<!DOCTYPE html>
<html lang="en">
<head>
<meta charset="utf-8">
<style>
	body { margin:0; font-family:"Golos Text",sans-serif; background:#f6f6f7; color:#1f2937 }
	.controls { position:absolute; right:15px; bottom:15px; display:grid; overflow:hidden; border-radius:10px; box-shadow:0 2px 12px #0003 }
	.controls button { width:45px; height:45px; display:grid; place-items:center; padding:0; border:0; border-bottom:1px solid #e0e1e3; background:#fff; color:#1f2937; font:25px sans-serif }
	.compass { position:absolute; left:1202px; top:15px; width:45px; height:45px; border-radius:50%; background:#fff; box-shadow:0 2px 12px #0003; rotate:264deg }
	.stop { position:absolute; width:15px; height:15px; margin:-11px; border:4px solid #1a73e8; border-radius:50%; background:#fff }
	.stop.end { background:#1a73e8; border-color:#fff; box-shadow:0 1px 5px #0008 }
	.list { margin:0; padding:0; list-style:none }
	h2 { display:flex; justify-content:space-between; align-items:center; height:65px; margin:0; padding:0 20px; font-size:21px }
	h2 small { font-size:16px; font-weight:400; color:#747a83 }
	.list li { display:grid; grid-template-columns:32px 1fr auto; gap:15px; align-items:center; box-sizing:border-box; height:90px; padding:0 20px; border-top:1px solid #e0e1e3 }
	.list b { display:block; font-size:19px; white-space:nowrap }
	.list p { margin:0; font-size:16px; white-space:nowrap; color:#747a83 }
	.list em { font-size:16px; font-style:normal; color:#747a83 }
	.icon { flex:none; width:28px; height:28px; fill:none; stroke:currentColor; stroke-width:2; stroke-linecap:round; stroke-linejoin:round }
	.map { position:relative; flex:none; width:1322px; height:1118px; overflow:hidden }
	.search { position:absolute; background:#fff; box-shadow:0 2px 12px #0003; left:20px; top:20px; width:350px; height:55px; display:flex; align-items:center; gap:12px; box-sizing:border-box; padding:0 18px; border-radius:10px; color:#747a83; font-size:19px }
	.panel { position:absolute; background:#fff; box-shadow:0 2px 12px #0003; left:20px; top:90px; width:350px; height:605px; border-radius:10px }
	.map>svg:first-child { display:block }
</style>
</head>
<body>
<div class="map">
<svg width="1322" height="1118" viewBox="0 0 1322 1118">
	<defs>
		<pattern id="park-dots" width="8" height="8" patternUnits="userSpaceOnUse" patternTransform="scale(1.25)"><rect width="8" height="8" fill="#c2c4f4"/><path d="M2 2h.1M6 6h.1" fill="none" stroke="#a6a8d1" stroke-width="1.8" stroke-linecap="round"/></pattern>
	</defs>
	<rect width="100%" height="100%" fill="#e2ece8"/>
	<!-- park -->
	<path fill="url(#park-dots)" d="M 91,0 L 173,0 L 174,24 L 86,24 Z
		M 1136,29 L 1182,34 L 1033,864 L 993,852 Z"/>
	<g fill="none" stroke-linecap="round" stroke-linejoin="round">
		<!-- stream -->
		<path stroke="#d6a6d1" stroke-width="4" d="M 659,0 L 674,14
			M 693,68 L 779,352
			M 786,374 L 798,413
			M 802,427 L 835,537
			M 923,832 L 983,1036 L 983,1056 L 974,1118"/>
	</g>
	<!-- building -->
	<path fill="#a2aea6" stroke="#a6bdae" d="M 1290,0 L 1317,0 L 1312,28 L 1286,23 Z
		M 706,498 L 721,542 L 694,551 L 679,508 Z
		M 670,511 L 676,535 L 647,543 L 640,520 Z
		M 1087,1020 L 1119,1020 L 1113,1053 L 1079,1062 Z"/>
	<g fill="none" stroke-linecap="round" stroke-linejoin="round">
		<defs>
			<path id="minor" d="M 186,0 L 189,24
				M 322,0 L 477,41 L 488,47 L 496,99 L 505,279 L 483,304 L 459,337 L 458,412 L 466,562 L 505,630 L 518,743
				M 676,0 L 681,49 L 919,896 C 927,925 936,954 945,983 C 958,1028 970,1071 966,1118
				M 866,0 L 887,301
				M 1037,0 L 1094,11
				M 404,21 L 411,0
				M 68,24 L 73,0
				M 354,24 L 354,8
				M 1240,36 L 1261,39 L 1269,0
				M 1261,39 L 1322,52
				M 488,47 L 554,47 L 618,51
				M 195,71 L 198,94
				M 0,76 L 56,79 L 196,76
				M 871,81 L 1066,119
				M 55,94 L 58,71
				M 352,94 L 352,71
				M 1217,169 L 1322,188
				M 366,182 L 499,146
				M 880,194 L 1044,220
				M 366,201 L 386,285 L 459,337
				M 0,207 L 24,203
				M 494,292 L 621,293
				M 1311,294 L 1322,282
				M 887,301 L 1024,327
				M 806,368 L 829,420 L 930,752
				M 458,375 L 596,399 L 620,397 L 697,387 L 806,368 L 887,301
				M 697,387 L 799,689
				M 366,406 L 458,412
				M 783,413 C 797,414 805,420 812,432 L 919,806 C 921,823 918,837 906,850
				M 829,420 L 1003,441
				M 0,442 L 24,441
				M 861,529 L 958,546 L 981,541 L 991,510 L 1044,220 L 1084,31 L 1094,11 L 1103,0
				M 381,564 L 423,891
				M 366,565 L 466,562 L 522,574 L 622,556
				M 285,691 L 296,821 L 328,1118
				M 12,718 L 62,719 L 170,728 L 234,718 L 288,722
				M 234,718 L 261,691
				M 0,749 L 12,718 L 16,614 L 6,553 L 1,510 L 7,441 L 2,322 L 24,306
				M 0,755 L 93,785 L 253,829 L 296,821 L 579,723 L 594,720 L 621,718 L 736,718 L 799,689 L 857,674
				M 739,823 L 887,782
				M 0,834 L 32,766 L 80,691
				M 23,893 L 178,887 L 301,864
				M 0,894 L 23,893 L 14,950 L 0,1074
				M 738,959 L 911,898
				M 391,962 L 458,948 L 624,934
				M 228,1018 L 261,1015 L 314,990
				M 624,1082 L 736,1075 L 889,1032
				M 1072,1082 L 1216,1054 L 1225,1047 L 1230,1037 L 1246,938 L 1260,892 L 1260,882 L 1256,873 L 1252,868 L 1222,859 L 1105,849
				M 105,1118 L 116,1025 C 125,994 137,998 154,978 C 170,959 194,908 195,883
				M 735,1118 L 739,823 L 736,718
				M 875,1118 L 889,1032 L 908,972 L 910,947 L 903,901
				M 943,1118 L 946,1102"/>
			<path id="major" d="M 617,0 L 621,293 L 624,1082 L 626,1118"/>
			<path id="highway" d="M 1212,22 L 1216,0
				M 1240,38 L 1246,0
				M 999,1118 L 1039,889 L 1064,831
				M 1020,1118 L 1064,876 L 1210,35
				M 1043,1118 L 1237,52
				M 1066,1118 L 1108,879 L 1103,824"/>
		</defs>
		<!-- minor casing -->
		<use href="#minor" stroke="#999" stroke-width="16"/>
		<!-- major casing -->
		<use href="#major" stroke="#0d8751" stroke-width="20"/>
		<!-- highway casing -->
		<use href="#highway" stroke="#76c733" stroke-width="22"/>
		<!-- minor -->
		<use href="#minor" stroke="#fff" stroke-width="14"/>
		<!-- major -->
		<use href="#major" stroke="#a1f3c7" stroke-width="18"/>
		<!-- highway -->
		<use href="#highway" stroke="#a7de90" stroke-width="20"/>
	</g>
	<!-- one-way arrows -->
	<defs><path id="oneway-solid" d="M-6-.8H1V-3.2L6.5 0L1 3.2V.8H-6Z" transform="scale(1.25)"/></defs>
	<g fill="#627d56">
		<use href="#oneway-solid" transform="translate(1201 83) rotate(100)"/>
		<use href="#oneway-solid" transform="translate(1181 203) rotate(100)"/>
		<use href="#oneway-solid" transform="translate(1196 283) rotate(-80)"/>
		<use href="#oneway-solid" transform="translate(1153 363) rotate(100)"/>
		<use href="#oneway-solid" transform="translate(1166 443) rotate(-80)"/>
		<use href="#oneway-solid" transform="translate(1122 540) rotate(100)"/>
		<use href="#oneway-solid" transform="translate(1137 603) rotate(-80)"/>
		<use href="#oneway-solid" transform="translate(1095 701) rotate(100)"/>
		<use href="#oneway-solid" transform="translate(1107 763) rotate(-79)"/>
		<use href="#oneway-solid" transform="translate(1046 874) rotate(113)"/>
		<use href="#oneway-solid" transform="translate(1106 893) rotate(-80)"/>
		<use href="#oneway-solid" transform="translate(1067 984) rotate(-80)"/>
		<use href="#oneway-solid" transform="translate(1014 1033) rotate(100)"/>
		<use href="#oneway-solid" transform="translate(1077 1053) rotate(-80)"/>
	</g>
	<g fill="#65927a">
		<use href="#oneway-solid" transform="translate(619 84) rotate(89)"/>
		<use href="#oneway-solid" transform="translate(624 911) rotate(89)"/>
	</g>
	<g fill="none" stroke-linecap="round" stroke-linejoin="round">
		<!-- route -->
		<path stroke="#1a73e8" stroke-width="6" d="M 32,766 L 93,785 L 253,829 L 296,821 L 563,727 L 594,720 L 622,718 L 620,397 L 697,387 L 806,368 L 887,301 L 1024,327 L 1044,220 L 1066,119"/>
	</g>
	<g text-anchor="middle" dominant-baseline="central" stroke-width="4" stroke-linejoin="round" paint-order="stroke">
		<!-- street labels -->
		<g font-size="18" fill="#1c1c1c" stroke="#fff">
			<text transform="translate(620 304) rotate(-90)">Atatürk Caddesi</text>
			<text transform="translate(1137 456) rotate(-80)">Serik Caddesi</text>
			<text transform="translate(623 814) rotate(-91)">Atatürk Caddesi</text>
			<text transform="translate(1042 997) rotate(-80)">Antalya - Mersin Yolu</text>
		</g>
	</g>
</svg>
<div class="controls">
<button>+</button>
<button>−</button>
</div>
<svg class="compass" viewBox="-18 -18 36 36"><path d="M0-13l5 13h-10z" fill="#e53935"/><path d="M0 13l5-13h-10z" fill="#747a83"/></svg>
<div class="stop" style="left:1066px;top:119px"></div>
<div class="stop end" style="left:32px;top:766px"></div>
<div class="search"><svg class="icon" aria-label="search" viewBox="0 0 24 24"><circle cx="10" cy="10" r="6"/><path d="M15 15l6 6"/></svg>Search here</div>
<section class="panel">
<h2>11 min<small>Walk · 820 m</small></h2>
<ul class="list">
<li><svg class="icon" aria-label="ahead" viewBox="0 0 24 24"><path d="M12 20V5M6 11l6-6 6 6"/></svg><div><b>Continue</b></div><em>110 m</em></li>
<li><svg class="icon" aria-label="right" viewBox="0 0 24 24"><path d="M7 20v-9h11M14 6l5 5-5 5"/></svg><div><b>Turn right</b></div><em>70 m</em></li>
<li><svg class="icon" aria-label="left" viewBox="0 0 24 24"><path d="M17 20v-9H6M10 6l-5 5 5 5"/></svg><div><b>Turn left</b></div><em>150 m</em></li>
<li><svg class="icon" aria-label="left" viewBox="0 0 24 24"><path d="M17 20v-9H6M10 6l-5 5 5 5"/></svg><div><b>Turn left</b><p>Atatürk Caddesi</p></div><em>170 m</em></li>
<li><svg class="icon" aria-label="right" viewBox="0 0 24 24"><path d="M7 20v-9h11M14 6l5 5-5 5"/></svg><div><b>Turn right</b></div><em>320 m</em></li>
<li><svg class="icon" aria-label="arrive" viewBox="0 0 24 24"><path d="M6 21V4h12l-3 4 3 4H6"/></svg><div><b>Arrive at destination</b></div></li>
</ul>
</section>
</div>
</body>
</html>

# Problem details
Quote verbatim the opening lines of the listing above, ending with the line where "position:absolute; left:1202px; top:15px;" appears; include both endpoints and nothing more.

# Problem solution
<!DOCTYPE html>
<html lang="en">
<head>
<meta charset="utf-8">
<style>
	body { margin:0; font-family:"Golos Text",sans-serif; background:#f6f6f7; color:#1f2937 }
	.controls { position:absolute; right:15px; bottom:15px; display:grid; overflow:hidden; border-radius:10px; box-shadow:0 2px 12px #0003 }
	.controls button { width:45px; height:45px; display:grid; place-items:center; padding:0; border:0; border-bottom:1px solid #e0e1e3; background:#fff; color:#1f2937; font:25px sans-serif }
	.compass { position:absolute; left:1202px; top:15px; width:45px; height:45px; border-radius:50%; background:#fff; box-shadow:0 2px 12px #0003; rotate:264deg }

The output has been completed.